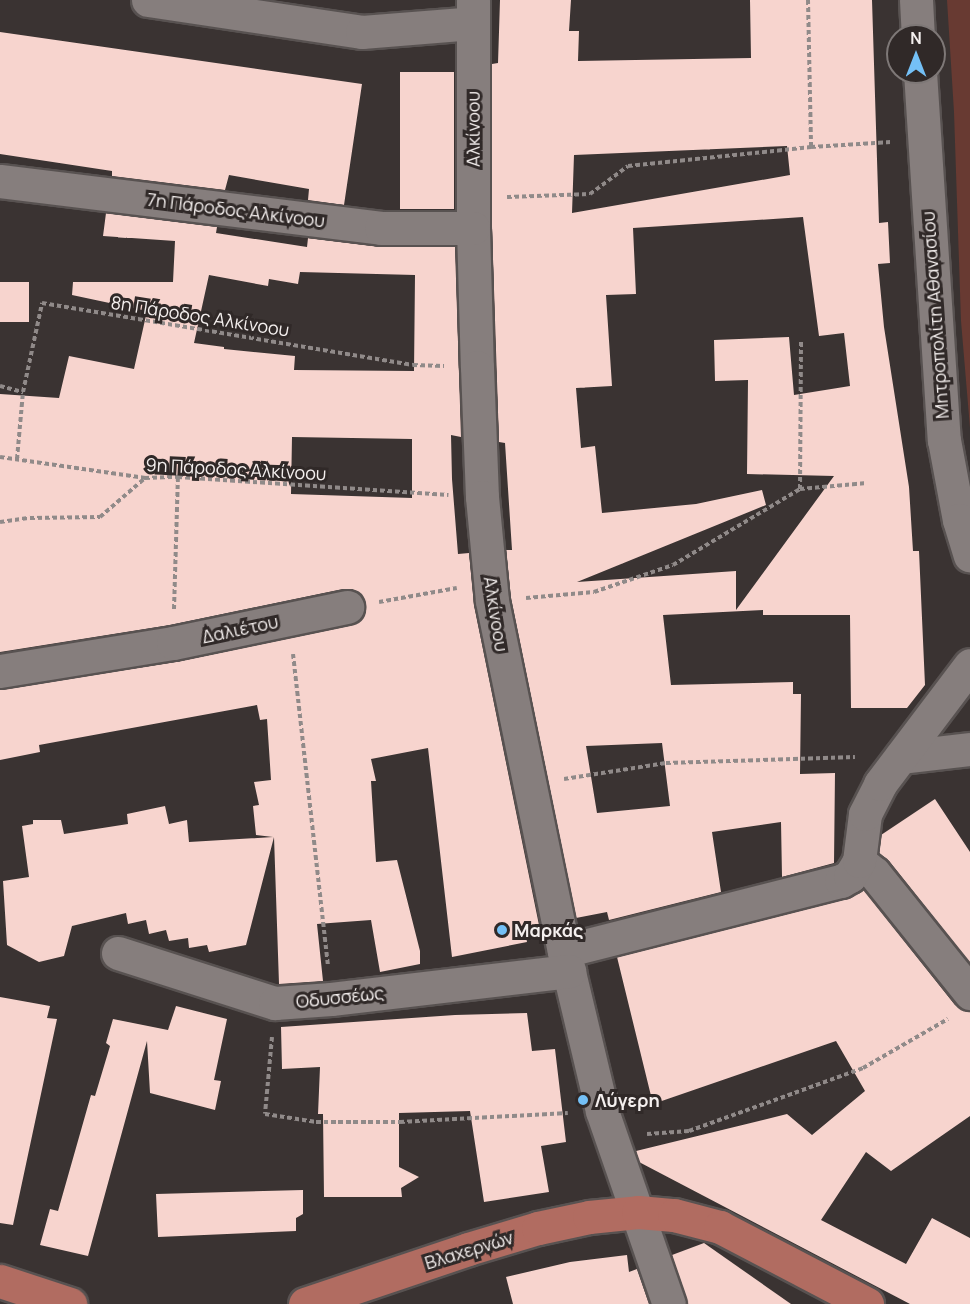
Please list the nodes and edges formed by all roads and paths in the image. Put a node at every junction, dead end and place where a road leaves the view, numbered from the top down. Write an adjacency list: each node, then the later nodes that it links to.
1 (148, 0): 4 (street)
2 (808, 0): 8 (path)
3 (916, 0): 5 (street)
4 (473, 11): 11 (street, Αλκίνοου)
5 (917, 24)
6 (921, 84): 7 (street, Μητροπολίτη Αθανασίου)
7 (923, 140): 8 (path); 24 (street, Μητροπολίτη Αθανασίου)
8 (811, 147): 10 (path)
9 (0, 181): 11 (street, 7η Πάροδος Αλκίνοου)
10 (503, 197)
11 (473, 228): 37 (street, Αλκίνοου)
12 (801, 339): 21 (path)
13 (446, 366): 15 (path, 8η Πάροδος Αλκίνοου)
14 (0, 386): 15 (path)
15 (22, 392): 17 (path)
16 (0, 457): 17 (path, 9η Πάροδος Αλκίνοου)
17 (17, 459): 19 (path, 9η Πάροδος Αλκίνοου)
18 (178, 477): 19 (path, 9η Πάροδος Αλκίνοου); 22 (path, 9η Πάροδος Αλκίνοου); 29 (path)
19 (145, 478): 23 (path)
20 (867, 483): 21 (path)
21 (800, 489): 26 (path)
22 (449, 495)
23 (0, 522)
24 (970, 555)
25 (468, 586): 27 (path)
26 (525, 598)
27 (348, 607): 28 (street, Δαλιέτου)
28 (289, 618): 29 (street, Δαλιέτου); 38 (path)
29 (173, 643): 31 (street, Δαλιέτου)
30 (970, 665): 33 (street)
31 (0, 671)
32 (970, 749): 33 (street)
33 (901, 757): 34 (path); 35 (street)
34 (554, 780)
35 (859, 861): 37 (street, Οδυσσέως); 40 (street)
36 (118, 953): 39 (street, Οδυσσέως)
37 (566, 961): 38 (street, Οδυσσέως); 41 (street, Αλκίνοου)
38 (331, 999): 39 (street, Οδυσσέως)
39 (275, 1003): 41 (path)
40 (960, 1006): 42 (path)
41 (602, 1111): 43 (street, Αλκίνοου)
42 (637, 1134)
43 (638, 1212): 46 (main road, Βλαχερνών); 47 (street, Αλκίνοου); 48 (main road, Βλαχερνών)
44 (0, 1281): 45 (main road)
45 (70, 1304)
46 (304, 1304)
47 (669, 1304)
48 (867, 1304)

-*-*-

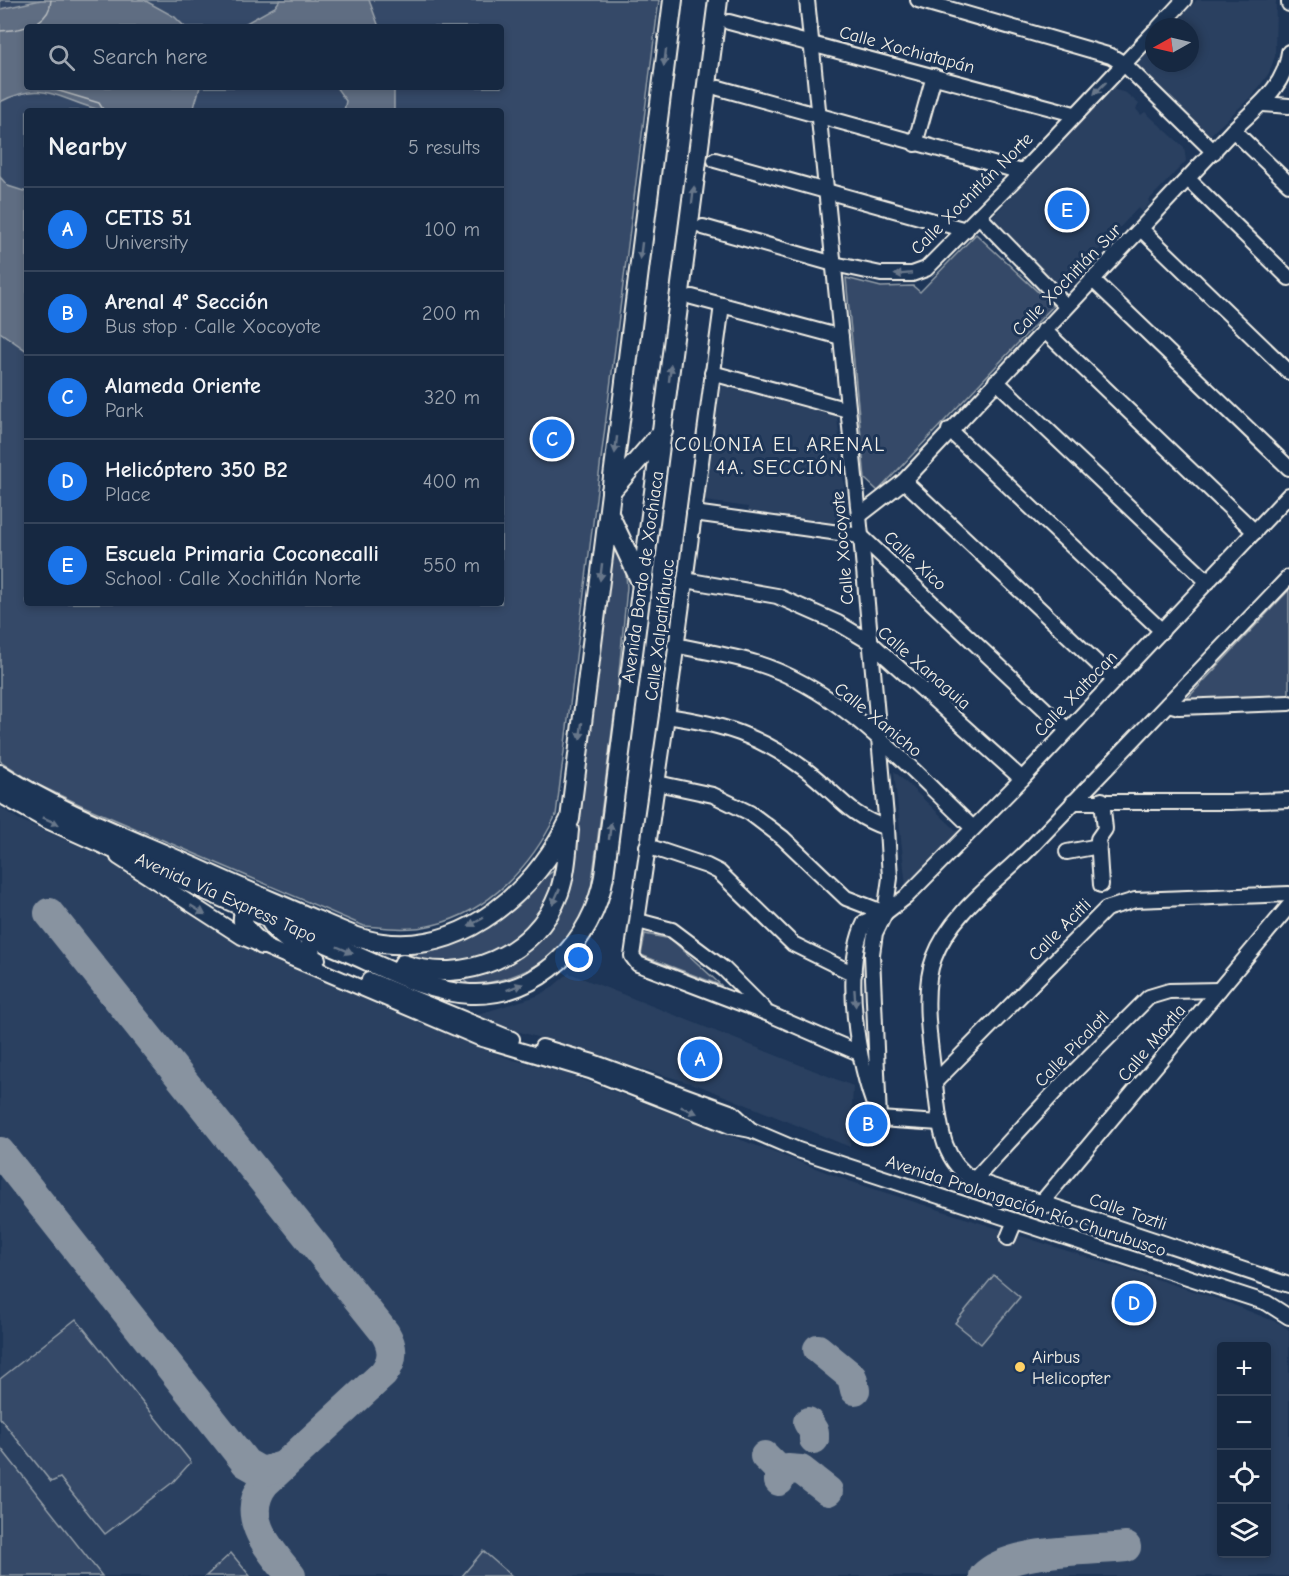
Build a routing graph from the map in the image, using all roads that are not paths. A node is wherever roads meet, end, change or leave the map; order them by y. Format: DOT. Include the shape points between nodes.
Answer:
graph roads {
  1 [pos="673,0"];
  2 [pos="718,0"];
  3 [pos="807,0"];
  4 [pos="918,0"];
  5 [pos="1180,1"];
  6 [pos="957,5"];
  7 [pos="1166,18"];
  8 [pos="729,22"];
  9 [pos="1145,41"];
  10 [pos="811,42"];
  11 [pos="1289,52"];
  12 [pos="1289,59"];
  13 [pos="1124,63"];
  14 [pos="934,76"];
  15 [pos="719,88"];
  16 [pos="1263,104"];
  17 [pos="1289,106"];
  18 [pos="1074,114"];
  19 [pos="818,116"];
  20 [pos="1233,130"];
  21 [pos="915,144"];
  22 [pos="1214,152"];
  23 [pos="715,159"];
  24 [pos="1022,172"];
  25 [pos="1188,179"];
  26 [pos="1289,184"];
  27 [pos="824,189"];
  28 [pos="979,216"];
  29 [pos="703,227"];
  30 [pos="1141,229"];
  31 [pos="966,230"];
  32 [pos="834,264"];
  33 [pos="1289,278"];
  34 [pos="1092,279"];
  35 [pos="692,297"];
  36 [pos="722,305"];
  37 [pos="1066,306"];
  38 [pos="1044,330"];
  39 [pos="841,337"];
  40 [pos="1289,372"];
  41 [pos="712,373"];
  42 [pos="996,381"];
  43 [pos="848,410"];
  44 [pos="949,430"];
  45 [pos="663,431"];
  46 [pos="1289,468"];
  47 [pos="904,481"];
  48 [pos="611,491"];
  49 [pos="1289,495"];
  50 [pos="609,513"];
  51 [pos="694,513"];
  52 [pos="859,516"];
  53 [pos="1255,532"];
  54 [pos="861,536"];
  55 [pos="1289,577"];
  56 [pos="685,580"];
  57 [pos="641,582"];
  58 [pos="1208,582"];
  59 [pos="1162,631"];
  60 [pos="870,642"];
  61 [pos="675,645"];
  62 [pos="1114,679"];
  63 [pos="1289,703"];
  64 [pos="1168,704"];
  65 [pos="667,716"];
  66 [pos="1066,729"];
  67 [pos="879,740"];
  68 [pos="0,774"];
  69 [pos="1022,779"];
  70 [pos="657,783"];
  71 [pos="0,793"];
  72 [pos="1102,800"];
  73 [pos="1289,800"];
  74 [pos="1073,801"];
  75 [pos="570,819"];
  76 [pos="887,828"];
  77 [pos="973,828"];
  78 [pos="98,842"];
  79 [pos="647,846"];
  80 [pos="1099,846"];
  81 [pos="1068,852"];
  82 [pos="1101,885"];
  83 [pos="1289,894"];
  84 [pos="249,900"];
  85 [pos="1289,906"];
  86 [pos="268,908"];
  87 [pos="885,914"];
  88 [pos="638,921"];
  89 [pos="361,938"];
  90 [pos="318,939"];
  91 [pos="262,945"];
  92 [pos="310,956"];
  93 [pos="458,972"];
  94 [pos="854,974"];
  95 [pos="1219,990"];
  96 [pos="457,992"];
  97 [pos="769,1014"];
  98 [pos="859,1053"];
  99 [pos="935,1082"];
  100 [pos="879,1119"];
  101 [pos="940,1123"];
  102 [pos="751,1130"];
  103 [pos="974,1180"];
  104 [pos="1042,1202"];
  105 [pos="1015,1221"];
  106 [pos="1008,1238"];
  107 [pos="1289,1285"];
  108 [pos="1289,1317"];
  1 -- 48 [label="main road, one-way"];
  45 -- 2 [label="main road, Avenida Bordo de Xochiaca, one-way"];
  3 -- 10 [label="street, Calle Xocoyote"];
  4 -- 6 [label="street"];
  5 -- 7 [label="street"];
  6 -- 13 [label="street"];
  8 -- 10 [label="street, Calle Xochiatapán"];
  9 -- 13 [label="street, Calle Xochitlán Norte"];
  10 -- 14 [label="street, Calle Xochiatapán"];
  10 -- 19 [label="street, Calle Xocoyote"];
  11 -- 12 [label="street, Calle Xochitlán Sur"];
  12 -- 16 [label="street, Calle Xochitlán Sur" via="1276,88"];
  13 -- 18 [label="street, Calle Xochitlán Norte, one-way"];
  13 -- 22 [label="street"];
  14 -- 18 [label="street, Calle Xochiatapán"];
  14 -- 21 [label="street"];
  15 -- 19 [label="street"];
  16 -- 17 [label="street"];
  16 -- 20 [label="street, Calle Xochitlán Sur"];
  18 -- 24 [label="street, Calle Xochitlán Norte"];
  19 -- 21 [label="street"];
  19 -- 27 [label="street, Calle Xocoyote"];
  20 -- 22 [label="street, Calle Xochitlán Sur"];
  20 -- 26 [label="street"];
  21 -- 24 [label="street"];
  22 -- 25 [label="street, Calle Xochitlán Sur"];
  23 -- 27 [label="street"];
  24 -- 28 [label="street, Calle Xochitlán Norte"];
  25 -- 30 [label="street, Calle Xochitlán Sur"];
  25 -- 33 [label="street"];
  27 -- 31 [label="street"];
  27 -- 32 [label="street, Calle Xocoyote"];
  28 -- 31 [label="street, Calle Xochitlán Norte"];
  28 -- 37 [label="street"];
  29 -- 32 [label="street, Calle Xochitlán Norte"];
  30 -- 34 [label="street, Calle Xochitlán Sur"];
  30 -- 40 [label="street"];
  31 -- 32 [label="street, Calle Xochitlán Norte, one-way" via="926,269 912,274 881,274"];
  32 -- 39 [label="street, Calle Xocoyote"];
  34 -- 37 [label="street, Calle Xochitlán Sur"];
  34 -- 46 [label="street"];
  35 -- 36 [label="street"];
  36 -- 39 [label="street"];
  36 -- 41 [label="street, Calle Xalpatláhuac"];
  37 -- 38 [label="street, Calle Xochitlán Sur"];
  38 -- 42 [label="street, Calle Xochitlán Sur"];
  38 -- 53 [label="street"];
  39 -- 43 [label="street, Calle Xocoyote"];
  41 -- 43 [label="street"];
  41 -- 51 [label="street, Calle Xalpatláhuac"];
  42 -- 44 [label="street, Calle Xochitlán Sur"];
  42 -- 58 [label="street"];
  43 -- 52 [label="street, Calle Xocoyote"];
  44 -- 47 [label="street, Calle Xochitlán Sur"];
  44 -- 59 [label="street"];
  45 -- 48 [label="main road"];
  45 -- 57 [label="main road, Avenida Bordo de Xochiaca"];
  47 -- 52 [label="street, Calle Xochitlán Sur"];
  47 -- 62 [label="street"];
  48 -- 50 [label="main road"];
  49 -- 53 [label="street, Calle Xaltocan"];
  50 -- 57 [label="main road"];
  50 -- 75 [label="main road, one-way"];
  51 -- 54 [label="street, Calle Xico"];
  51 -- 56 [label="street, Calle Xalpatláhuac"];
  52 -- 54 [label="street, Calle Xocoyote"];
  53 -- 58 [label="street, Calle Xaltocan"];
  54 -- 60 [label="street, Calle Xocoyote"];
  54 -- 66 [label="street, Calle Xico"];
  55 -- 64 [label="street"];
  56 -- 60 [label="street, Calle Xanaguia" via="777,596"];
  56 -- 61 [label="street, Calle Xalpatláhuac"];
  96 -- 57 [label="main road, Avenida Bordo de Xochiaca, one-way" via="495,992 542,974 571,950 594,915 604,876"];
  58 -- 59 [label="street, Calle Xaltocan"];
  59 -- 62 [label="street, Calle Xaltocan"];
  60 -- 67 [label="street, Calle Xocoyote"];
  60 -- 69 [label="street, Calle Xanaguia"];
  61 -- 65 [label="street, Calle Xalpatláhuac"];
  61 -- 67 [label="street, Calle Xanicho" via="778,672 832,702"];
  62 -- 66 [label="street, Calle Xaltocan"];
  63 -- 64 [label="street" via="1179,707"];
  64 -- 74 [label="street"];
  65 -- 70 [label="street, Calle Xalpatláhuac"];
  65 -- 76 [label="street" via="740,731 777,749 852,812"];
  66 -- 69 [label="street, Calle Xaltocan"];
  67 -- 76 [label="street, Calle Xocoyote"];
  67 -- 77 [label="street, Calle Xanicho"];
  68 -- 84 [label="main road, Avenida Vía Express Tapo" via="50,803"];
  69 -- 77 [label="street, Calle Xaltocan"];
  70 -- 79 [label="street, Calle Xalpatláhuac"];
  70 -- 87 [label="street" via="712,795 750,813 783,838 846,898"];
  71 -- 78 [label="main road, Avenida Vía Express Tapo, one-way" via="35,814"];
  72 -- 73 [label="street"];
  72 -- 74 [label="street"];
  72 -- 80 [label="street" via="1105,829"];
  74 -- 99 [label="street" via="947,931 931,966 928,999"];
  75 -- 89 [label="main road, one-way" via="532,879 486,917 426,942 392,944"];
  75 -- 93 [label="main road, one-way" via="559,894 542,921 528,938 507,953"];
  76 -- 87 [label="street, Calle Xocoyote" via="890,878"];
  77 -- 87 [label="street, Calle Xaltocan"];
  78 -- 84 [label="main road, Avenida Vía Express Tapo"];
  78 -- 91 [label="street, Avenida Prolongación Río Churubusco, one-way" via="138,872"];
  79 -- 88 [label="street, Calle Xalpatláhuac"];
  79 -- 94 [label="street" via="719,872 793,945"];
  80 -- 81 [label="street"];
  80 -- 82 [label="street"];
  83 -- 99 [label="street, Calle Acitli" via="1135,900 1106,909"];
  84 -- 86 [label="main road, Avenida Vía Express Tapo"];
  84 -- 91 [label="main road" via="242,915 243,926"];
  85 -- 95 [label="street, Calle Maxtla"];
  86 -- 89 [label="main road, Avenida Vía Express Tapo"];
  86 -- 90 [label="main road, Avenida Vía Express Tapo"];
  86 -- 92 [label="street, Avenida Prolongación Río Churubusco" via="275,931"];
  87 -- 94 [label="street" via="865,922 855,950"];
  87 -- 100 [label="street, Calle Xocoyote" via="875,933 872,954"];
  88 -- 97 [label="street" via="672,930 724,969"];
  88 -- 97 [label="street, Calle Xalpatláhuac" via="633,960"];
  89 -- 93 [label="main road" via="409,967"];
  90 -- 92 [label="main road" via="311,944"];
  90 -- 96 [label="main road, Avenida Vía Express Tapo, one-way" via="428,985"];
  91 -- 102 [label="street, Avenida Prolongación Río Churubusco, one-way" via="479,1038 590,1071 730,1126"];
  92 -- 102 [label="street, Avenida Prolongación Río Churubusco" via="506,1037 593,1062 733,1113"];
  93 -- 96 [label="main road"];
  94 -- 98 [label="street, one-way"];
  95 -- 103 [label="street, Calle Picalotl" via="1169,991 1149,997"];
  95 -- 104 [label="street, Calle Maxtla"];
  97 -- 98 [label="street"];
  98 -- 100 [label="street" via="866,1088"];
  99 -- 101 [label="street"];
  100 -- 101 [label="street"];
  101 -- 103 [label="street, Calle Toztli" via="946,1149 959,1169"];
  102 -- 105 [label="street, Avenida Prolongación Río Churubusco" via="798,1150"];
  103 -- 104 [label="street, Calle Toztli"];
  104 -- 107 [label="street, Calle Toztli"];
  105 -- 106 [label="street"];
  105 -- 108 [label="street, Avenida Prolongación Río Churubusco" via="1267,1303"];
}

-*-*-

__WHAT YOU NEED TO DO__
Respond with only the number of lines in the data that include the string "Xaltocan".

__OUTPUT FOR THIS EXERCISE__
8